Nothing but the lines from the start of the entries through the line containing "Extract the road" should appear in the answer, each given exactly.

→ **PROVIDED INFORMATION**
---+---

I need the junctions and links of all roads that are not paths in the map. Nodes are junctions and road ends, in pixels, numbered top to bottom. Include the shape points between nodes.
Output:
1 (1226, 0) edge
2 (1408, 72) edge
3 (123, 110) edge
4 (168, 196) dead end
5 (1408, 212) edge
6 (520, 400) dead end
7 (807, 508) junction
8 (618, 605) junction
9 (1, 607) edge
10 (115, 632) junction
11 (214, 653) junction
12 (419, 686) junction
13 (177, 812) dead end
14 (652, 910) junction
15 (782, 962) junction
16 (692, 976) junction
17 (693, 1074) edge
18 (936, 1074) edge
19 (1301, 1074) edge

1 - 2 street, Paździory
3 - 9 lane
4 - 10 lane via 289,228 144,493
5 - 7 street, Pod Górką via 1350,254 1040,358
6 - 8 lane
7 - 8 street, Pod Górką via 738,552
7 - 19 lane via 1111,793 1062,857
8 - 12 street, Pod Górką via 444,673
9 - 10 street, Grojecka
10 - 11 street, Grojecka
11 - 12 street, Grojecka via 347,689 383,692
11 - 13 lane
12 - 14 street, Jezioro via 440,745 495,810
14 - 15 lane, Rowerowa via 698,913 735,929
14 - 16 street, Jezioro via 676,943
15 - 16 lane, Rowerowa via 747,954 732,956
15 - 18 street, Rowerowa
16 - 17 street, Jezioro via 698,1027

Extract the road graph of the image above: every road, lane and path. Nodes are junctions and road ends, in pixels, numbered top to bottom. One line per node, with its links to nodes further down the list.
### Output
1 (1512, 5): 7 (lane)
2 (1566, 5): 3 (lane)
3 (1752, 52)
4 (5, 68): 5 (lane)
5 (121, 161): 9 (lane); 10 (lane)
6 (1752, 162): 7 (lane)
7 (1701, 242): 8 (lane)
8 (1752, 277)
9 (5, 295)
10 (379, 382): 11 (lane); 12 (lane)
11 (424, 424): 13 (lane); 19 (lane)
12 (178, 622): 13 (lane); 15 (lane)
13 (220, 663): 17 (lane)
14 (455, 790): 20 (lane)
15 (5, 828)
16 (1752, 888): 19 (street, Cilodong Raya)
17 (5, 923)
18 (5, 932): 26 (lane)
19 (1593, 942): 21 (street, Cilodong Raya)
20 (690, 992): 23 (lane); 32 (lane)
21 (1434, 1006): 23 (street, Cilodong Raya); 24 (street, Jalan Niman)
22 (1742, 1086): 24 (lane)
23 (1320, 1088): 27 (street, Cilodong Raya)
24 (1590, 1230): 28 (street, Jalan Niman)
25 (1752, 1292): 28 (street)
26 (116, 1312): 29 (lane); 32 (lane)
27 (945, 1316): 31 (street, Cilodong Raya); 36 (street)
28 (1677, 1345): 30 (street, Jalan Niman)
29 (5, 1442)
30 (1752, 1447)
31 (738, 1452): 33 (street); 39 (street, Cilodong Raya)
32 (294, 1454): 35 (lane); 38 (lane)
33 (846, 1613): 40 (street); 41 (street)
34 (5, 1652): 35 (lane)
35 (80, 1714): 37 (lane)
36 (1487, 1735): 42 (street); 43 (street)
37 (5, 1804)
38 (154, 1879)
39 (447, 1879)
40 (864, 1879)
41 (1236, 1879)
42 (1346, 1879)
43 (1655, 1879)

---+---

→ **PROBLEM SOLUTION**
I need the junctions and links of all roads that are not paths in the map. Nodes are junctions and road ends, in pixels, numbered top to bottom. Include the shape points between nodes.
Output:
1 (1226, 0) edge
2 (1408, 72) edge
3 (123, 110) edge
4 (168, 196) dead end
5 (1408, 212) edge
6 (520, 400) dead end
7 (807, 508) junction
8 (618, 605) junction
9 (1, 607) edge
10 (115, 632) junction
11 (214, 653) junction
12 (419, 686) junction
13 (177, 812) dead end
14 (652, 910) junction
15 (782, 962) junction
16 (692, 976) junction
17 (693, 1074) edge
18 (936, 1074) edge
19 (1301, 1074) edge

1 - 2 street, Paździory
3 - 9 lane
4 - 10 lane via 289,228 144,493
5 - 7 street, Pod Górką via 1350,254 1040,358
6 - 8 lane
7 - 8 street, Pod Górką via 738,552
7 - 19 lane via 1111,793 1062,857
8 - 12 street, Pod Górką via 444,673
9 - 10 street, Grojecka
10 - 11 street, Grojecka
11 - 12 street, Grojecka via 347,689 383,692
11 - 13 lane
12 - 14 street, Jezioro via 440,745 495,810
14 - 15 lane, Rowerowa via 698,913 735,929
14 - 16 street, Jezioro via 676,943
15 - 16 lane, Rowerowa via 747,954 732,956
15 - 18 street, Rowerowa
16 - 17 street, Jezioro via 698,1027

Extract the road graph of the image above: every road, lane and path. Nodes are junctions and road ends, in pixels, numbered top to bottom. One line per node, with its links to nodes further down the list.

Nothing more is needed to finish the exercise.